ACTION ITEM
If a record contains a picture, drop the picture and copy everything else exactly.

*** GIVEN RECORDS ***

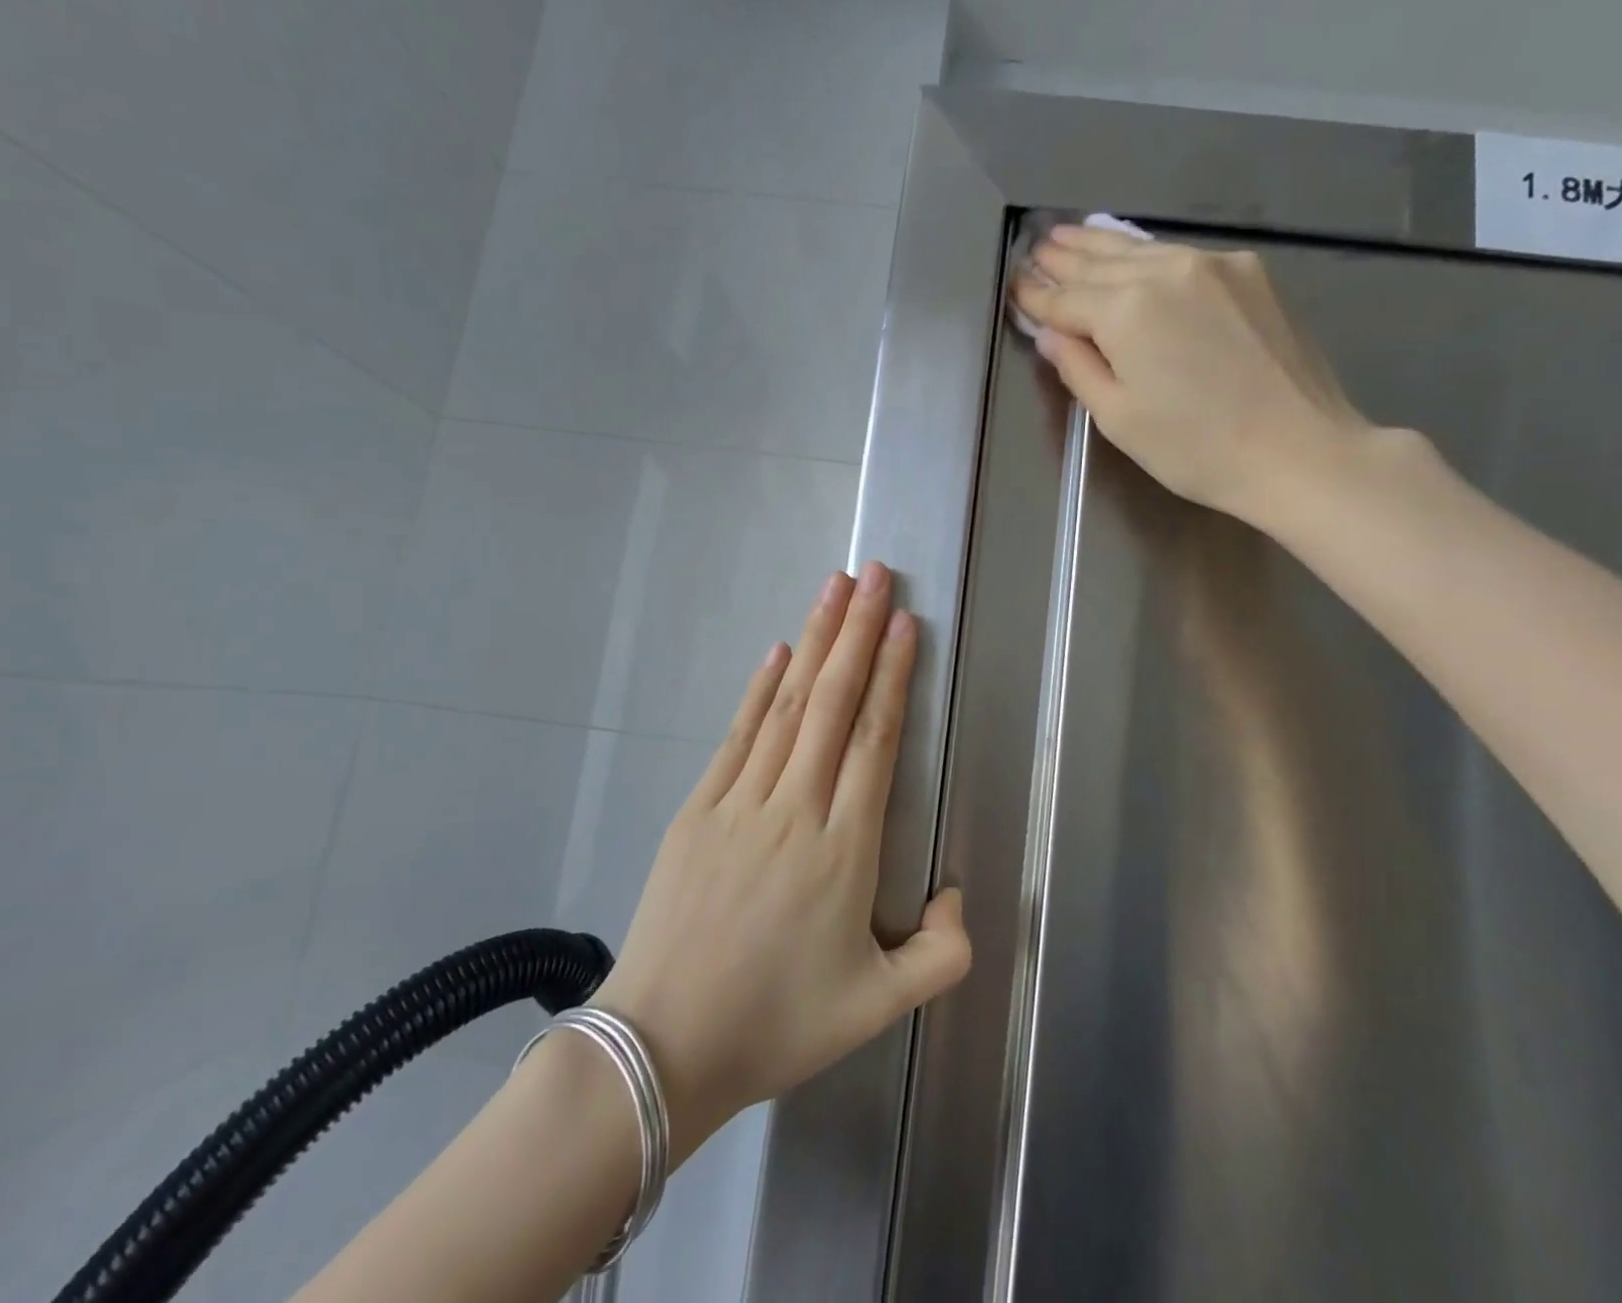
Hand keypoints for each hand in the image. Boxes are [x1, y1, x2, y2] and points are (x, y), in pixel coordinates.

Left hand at [591, 563, 970, 1160]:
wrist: (664, 1048)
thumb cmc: (778, 1023)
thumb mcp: (880, 1008)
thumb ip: (942, 955)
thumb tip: (957, 895)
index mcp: (844, 848)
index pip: (874, 739)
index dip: (891, 674)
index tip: (903, 622)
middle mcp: (795, 808)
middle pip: (833, 702)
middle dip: (857, 631)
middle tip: (874, 574)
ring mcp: (740, 802)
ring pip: (788, 704)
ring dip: (814, 640)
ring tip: (833, 588)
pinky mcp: (698, 809)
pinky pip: (738, 735)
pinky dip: (761, 688)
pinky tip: (778, 651)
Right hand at [1013, 225, 1369, 527]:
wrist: (1298, 451)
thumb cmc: (1194, 449)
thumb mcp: (1118, 419)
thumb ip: (1078, 368)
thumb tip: (1052, 333)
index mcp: (1126, 311)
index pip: (1065, 300)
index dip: (1036, 296)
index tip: (1014, 286)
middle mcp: (1166, 271)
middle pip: (1101, 264)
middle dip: (1064, 258)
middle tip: (1036, 246)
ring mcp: (1212, 265)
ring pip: (1141, 249)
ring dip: (1101, 244)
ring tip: (1070, 234)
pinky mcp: (1249, 273)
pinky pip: (1180, 255)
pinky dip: (1146, 252)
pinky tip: (1132, 252)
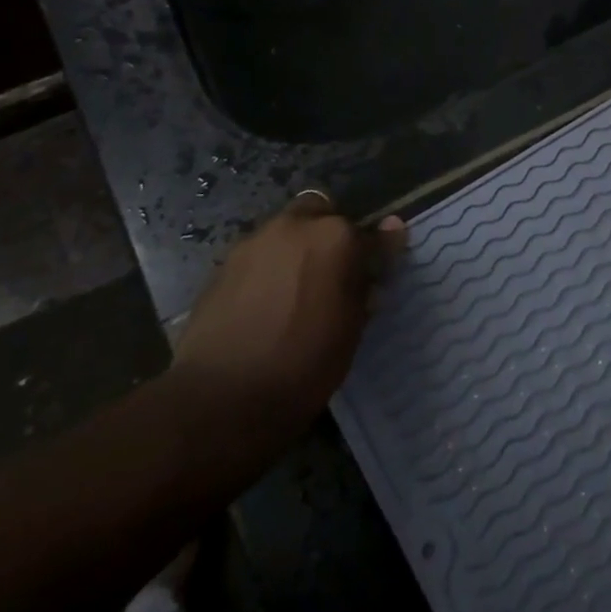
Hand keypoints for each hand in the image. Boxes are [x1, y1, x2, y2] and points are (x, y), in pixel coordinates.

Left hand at [169, 194, 406, 441]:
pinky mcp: (223, 263)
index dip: (375, 252)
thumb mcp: (352, 326)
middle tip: (331, 274)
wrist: (222, 398)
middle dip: (329, 235)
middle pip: (322, 212)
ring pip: (286, 231)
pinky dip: (267, 269)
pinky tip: (263, 304)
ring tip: (294, 292)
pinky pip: (258, 254)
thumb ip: (368, 274)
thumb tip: (389, 237)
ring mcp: (254, 241)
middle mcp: (295, 226)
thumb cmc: (304, 365)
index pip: (370, 232)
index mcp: (335, 237)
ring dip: (296, 250)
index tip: (376, 271)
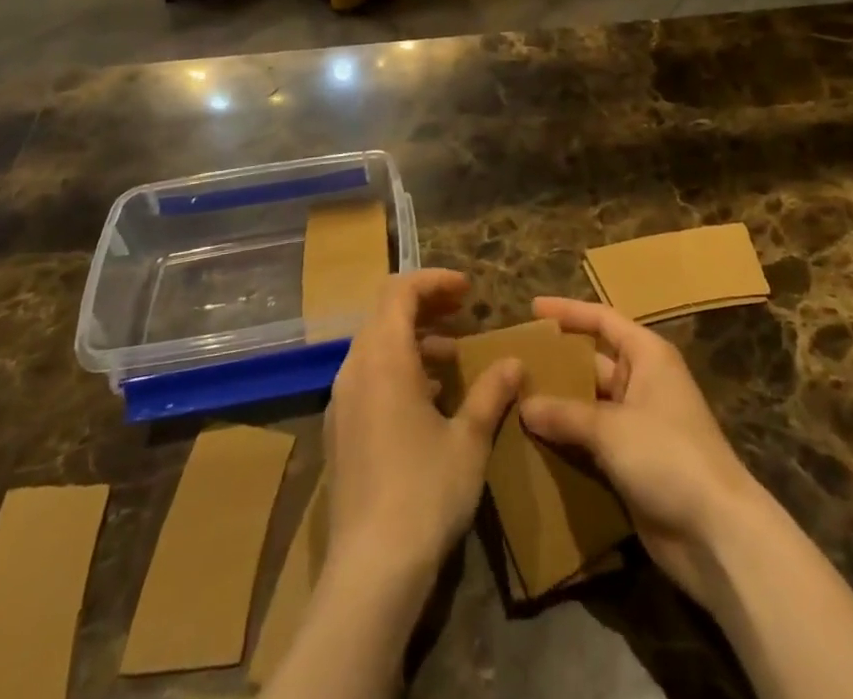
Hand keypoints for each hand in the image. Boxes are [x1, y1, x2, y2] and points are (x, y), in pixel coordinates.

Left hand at [323, 270, 522, 589]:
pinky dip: (397, 370)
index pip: (400, 292)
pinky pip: (367, 378)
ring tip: (453, 358)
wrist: (370, 571)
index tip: (468, 290)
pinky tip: (428, 400)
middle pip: (385, 315)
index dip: (434, 281)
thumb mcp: (469, 440)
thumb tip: (514, 362)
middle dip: (425, 307)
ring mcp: (341, 402)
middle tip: (463, 313)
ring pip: (375, 347)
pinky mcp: (338, 432)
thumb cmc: (424, 492)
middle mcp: (354, 370)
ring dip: (413, 340)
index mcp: (383, 358)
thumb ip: (491, 392)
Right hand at [518, 297, 771, 607]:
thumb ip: (564, 413)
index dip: (568, 311)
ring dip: (557, 406)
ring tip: (512, 403)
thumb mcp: (610, 428)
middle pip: (592, 362)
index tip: (533, 309)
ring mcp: (638, 425)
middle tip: (513, 364)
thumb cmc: (668, 456)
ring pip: (589, 405)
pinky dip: (567, 441)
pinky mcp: (633, 463)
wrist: (716, 534)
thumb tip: (523, 404)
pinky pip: (592, 442)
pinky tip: (532, 444)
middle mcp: (643, 382)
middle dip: (556, 364)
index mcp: (647, 356)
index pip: (602, 319)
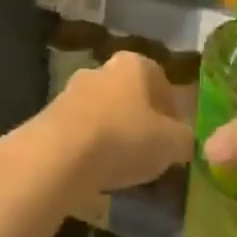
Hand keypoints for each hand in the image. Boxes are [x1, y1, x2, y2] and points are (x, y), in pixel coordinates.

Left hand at [23, 50, 192, 200]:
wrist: (59, 155)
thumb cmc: (124, 138)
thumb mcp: (172, 144)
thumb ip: (185, 140)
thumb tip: (186, 141)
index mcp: (134, 64)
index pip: (160, 80)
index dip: (172, 109)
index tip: (176, 136)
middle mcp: (102, 69)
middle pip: (129, 94)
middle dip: (141, 120)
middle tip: (151, 151)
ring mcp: (72, 90)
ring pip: (104, 111)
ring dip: (114, 133)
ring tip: (124, 167)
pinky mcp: (50, 116)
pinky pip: (81, 131)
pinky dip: (91, 147)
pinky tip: (97, 172)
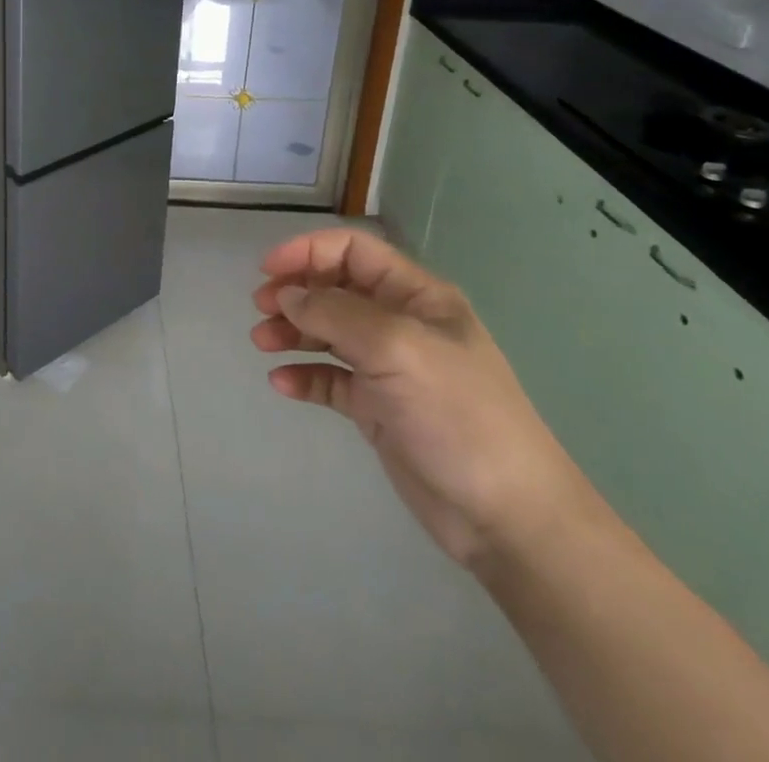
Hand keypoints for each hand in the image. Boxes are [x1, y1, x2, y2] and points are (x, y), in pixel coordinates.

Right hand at [251, 228, 596, 569]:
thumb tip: (287, 295)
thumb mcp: (396, 348)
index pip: (354, 251)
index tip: (267, 269)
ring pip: (328, 333)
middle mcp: (401, 324)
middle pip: (336, 289)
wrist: (508, 518)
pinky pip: (331, 379)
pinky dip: (304, 375)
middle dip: (295, 292)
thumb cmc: (457, 415)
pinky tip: (283, 384)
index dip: (308, 250)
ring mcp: (389, 368)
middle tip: (260, 309)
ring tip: (261, 344)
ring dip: (292, 332)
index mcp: (416, 296)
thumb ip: (335, 313)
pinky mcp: (379, 409)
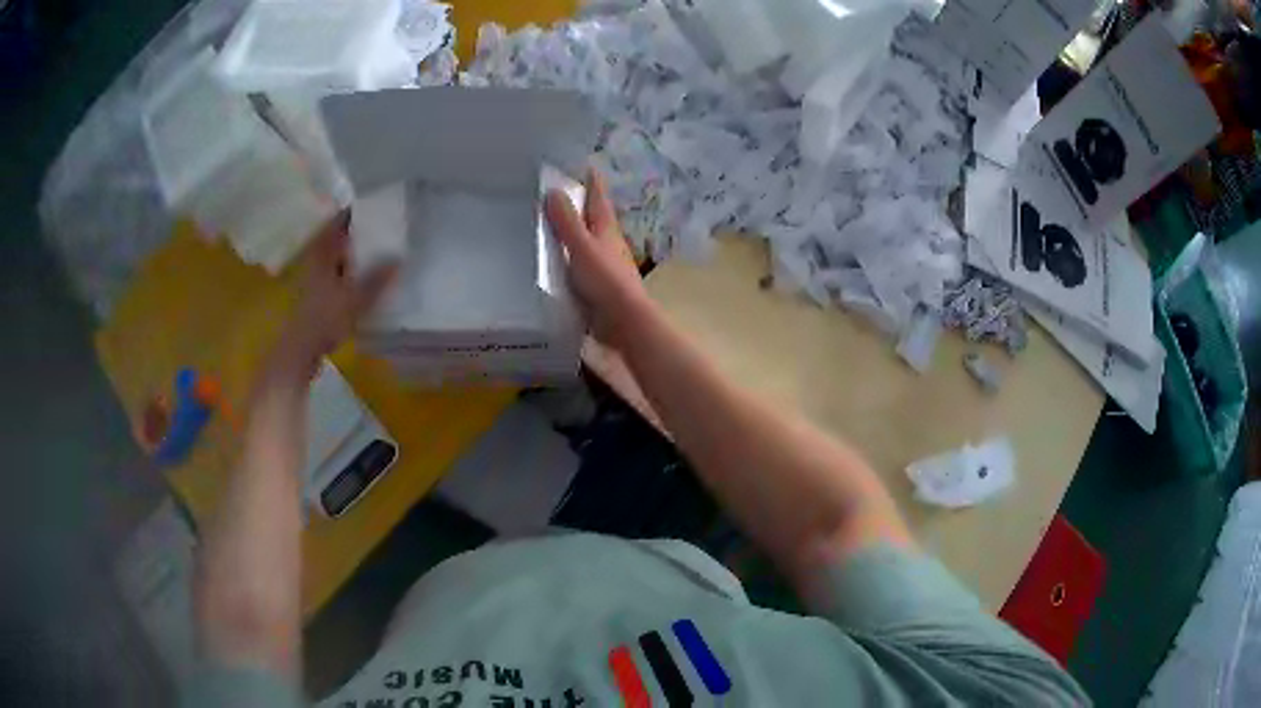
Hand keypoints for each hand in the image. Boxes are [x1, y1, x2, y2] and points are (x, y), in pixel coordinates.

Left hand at [276, 211, 397, 375]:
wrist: (298, 352)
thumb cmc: (324, 320)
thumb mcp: (356, 300)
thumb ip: (377, 279)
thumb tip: (399, 258)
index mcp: (322, 251)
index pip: (340, 220)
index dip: (358, 211)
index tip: (379, 206)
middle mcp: (314, 257)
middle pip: (337, 236)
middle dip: (358, 231)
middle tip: (384, 227)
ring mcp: (311, 276)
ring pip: (335, 255)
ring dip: (352, 252)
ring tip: (378, 250)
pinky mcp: (312, 293)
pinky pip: (334, 272)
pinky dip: (347, 270)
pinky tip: (362, 278)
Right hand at [545, 168, 652, 348]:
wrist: (623, 322)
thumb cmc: (605, 279)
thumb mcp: (582, 246)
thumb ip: (567, 221)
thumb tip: (554, 190)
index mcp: (606, 229)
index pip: (598, 197)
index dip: (591, 180)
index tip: (584, 164)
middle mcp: (607, 243)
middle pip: (592, 218)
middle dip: (579, 205)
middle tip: (556, 192)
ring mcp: (603, 265)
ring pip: (586, 242)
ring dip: (571, 233)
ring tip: (547, 225)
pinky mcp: (597, 286)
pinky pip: (578, 266)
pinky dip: (567, 259)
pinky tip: (552, 263)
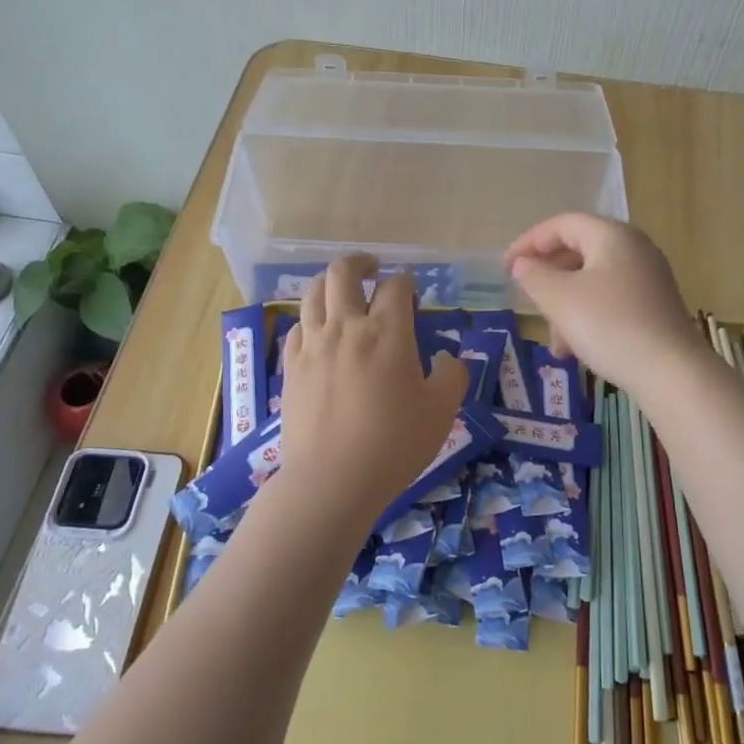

***

REPLY TO THE TASK
Hand keypoints for each hand in the image. Boxes are [x1, y1, x2, y2] and points are (x, y), in pixel coordinates.

Left hand at [591, 563, 970, 1160]:
wrist: (664, 1048)
thumb cmc: (778, 1023)
thumb mcp: (880, 1008)
thumb ip: (942, 955)
thumb tip: (957, 895)
index mcp: (844, 848)
index pip: (874, 739)
index dip: (891, 674)
index tip: (903, 622)
middle mcp: (795, 808)
middle pip: (833, 702)
middle dip: (857, 631)
middle tip: (874, 574)
ring mcp: (740, 802)
ring pip: (788, 704)
ring dip: (814, 640)
ring tip: (833, 588)
pinky mcp: (698, 809)
pinky pip: (738, 735)
pinky dip: (761, 688)
pinky tip: (778, 651)
Right hand at [1013, 225, 1369, 527]:
wrist: (1298, 451)
thumb cmc: (1194, 449)
thumb mcp: (1118, 419)
thumb ip: (1078, 368)
thumb tip: (1052, 333)
index mcp: (1126, 311)
index pip: (1065, 300)
index dip: (1036, 296)
index tip: (1014, 286)
middle mcp: (1166, 271)
middle pip: (1101, 264)
middle dip: (1064, 258)
middle tip: (1036, 246)
ring mcp: (1212, 265)
ring pip: (1141, 249)
ring dip: (1101, 244)
ring tip: (1070, 234)
pinky mcp: (1249, 273)
pinky pip: (1180, 255)
pinky dip: (1146, 252)
pinky tip: (1132, 252)
Hand keypoints for each hand in the image. Boxes are [x1, y1, x2, y2] and points are (x, y), in pixel coordinates.

Left hand at [169, 194, 406, 441]:
pinky mcp: (223, 263)
index dip: (375, 252)
thumb mcp: (352, 326)
middle tip: (331, 274)
wrist: (222, 398)
middle dip: (329, 235)
middle pip: (322, 212)
ring pip: (286, 231)
pinky dip: (267, 269)
pinky tip: (263, 304)
ring tip: (294, 292)
pinky pip: (258, 254)
thumb ip: (368, 274)
thumb tip: (389, 237)
ring mcp: (254, 241)
middle mcp: (295, 226)
thumb cmc: (304, 365)
index pip: (370, 232)
index mcp: (335, 237)
ring dip: (296, 250)
index tip: (376, 271)
Hand keypoints for each hand in the image. Boxes are [x1, y1, x2, y2] and points are (x, y), in pixel coordinates.

Left hand at [323, 270, 522, 589]:
pinky dip: (397, 370)
index pip: (400, 292)
pinky pip: (367, 378)
ring tip: (453, 358)
wrist: (370, 571)
index tip: (468, 290)
pinky tip: (428, 400)
middle pip: (385, 315)
index dip: (434, 281)
thumb mcp: (469, 440)
thumb tip: (514, 362)
middle dip: (425, 307)
ring mcp: (341, 402)
middle tip: (463, 313)
ring pip: (375, 347)
pinky mcp: (338, 432)
thumb cmc: (424, 492)
middle mcp: (354, 370)
ring dip: (413, 340)
index mcp: (383, 358)
thumb ip: (491, 392)
Right hand at [518, 297, 771, 607]:
thumb ip: (564, 413)
index dip: (568, 311)
ring dip: (557, 406)
ring tip: (512, 403)
thumb mcp: (610, 428)
middle pip: (592, 362)
index tip: (533, 309)
ring mcp: (638, 425)
middle tip: (513, 364)
thumb cmc: (668, 456)
ring pip: (589, 405)
pinky dip: (567, 441)
pinky mcp: (633, 463)
wrist: (716, 534)
thumb tip: (523, 404)
pinky pip: (592, 442)
pinky tip: (532, 444)
middle mcp: (643, 382)
middle dip: (556, 364)
index mcp: (647, 356)
index pip: (602, 319)
Hand keypoints for each hand in the image. Boxes are [x1, y1, x2, y2] and points are (x, y), in pixel coordinates.

Left hand at [23, 50, 192, 200]:
wrist: (59, 155)
thumb cmc: (124, 138)
thumb mcp: (172, 144)
thumb ip: (185, 140)
thumb tip: (186, 141)
index mcp: (134, 64)
index pip: (160, 80)
index dip: (172, 109)
index tip: (176, 136)
middle mcp: (102, 69)
middle pip: (129, 94)
middle dip: (141, 120)
middle tip: (151, 151)
ring mcp: (72, 90)
ring pip: (104, 111)
ring dip: (114, 133)
ring tip: (124, 167)
pinky mcp: (50, 116)
pinky pip: (81, 131)
pinky dip: (91, 147)
pinky tip: (97, 172)
Hand keypoints for each hand in the image. Boxes are [x1, y1, x2, y2] and points are (x, y), in pixel coordinates.

Right hand at [251, 228, 596, 569]:
thumb tip: (287, 295)
thumb mcp: (396, 348)
index pip: (354, 251)
index tip: (267, 269)
ring pip: (328, 333)
middle mcp: (401, 324)
middle pip: (336, 289)
wrist: (508, 518)
pinky pip: (331, 379)
pinky dip: (304, 375)
middle dip: (295, 292)
thumb cmc: (457, 415)
pinky tip: (283, 384)
index dip: (308, 250)
ring mcp: (389, 368)
middle tip: (260, 309)
ring tip: (261, 344)
ring dip: (292, 332)
index mcp: (416, 296)
thumb ip: (335, 313)
pinky mcp: (379, 409)
Hand keypoints for each hand in the image. Boxes are [x1, y1, x2, y2] and points are (x, y), in pixel coordinates.

Left hand at [276, 211, 397, 375]:
wrist: (298, 352)
thumb cmc: (324, 320)
thumb mcp: (356, 300)
thumb ip: (377, 279)
thumb tip: (399, 258)
index mcp: (322, 251)
index pip: (340, 220)
index dip: (358, 211)
index tip: (379, 206)
middle mcp: (314, 257)
middle pip: (337, 236)
middle dip: (358, 231)
middle tip: (384, 227)
ring mcp: (311, 276)
ring pip: (335, 255)
ring dip: (352, 252)
ring tip: (378, 250)
pinky mcp: (312, 293)
pinky pip: (334, 272)
pinky dip: (347, 270)
pinky tip: (362, 278)
Right hand at [545, 168, 652, 348]:
wrist: (623, 322)
thumb cmc: (605, 279)
thumb mcp: (582, 246)
thumb ip: (567, 221)
thumb tip: (554, 190)
index mcp: (606, 229)
index pip: (598, 197)
index dip: (591, 180)
index tip: (584, 164)
middle mcp: (607, 243)
middle pip: (592, 218)
middle dip: (579, 205)
middle tip: (556, 192)
ring mcp: (603, 265)
ring pip: (586, 242)
ring dip: (571, 233)
ring tip: (547, 225)
pinky mcp: (597, 286)
pinky pip: (578, 266)
pinky dip: (567, 259)
pinky tip: (552, 263)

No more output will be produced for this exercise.